=== WHAT IS BEING ASKED ===
Return every line below as is, leaving out the pictures.

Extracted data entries
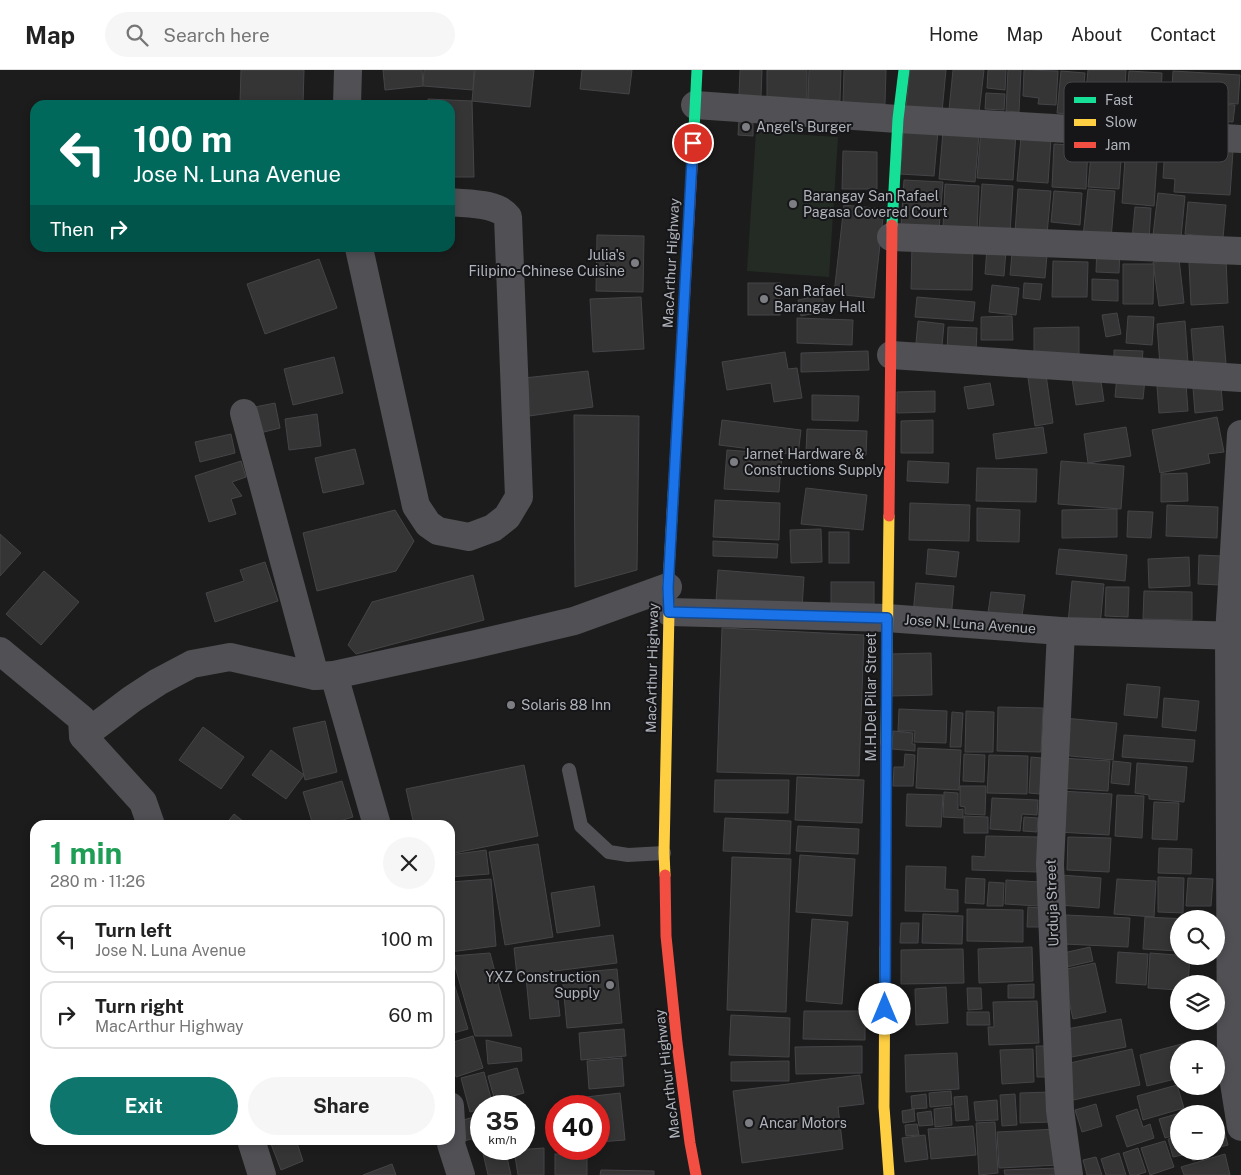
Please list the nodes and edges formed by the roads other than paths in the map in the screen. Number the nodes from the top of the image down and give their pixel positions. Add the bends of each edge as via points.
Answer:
1 (348, 70) edge
2 (697, 70) edge
3 (904, 70) edge
4 (348, 100) edge
5 (695, 105) junction
6 (898, 119) junction
7 (1064, 129) edge
8 (1228, 138) edge
9 (1241, 139) edge
10 (455, 202) edge
11 (891, 236) junction
12 (1241, 251) edge
13 (360, 252) edge
14 (891, 355) junction
15 (1241, 378) edge
16 (244, 413) dead end
17 (1241, 434) edge
18 (668, 600) junction
19 (887, 618) junction
20 (1060, 631) junction
21 (1235, 636) edge
22 (0, 652) edge
23 (325, 676) junction
24 (83, 736) junction
25 (569, 770) dead end
26 (149, 820) edge
27 (375, 820) edge
28 (664, 853) junction
29 (1241, 1127) edge
30 (253, 1145) edge
31 (451, 1145) edge
32 (262, 1175) edge
33 (461, 1175) edge
34 (696, 1175) edge
35 (889, 1175) edge
36 (1069, 1175) edge

1 - 4 street
2 - 5 main road, MacArthur Highway
3 - 6 main road, M.H.Del Pilar Street
5 - 6 street
5 - 18 main road, MacArthur Highway
6 - 7 street
6 - 11 main road, M.H.Del Pilar Street
8 - 9 street
10 - 13 street via 490,206 508,217 519,497 507,517 493,528 469,537 438,531 428,524 416,506
11 - 12 street
11 - 14 main road, M.H.Del Pilar Street
14 - 15 street
14 - 19 main road, M.H.Del Pilar Street
16 - 23 street
17 - 21 street
18 - 19 street, Jose N. Luna Avenue
18 - 23 street
18 - 28 main road, MacArthur Highway
19 - 20 street, Jose N. Luna Avenue
19 - 35 main road, M.H.Del Pilar Street via 884,1107
20 - 21 street, Jose N. Luna Avenue
20 - 36 street, Urduja Street via 1050,864 1060,1110
21 - 29 street via 1231,1064
22 - 24 street via 82,719
23 - 24 street via 230,657 192,664 132,698
23 - 27 street
24 - 26 street via 143,802
25 - 28 lane via 581,826 609,852 628,855
28 - 34 main road, MacArthur Highway via 666,936
30 - 32 street
31 - 33 street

=== RESULT OF THIS EXERCISE ===
Please list the nodes and edges formed by the roads other than paths in the map in the screen. Number the nodes from the top of the image down and give their pixel positions. Add the bends of each edge as via points.
Answer:
1 (348, 70) edge
2 (697, 70) edge
3 (904, 70) edge
4 (348, 100) edge
5 (695, 105) junction
6 (898, 119) junction
7 (1064, 129) edge
8 (1228, 138) edge
9 (1241, 139) edge
10 (455, 202) edge
11 (891, 236) junction
12 (1241, 251) edge
13 (360, 252) edge
14 (891, 355) junction
15 (1241, 378) edge
16 (244, 413) dead end
17 (1241, 434) edge
18 (668, 600) junction
19 (887, 618) junction
20 (1060, 631) junction
21 (1235, 636) edge
22 (0, 652) edge
23 (325, 676) junction
24 (83, 736) junction
25 (569, 770) dead end
26 (149, 820) edge
27 (375, 820) edge
28 (664, 853) junction
29 (1241, 1127) edge
30 (253, 1145) edge
31 (451, 1145) edge
32 (262, 1175) edge
33 (461, 1175) edge
34 (696, 1175) edge
35 (889, 1175) edge
36 (1069, 1175) edge

1 - 4 street
2 - 5 main road, MacArthur Highway
3 - 6 main road, M.H.Del Pilar Street
5 - 6 street
5 - 18 main road, MacArthur Highway
6 - 7 street
6 - 11 main road, M.H.Del Pilar Street
8 - 9 street
10 - 13 street via 490,206 508,217 519,497 507,517 493,528 469,537 438,531 428,524 416,506
11 - 12 street
11 - 14 main road, M.H.Del Pilar Street
14 - 15 street
14 - 19 main road, M.H.Del Pilar Street
16 - 23 street
17 - 21 street
18 - 19 street, Jose N. Luna Avenue
18 - 23 street
18 - 28 main road, MacArthur Highway
19 - 20 street, Jose N. Luna Avenue
19 - 35 main road, M.H.Del Pilar Street via 884,1107
20 - 21 street, Jose N. Luna Avenue
20 - 36 street, Urduja Street via 1050,864 1060,1110
21 - 29 street via 1231,1064
22 - 24 street via 82,719
23 - 24 street via 230,657 192,664 132,698
23 - 27 street
24 - 26 street via 143,802
25 - 28 lane via 581,826 609,852 628,855
28 - 34 main road, MacArthur Highway via 666,936
30 - 32 street
31 - 33 street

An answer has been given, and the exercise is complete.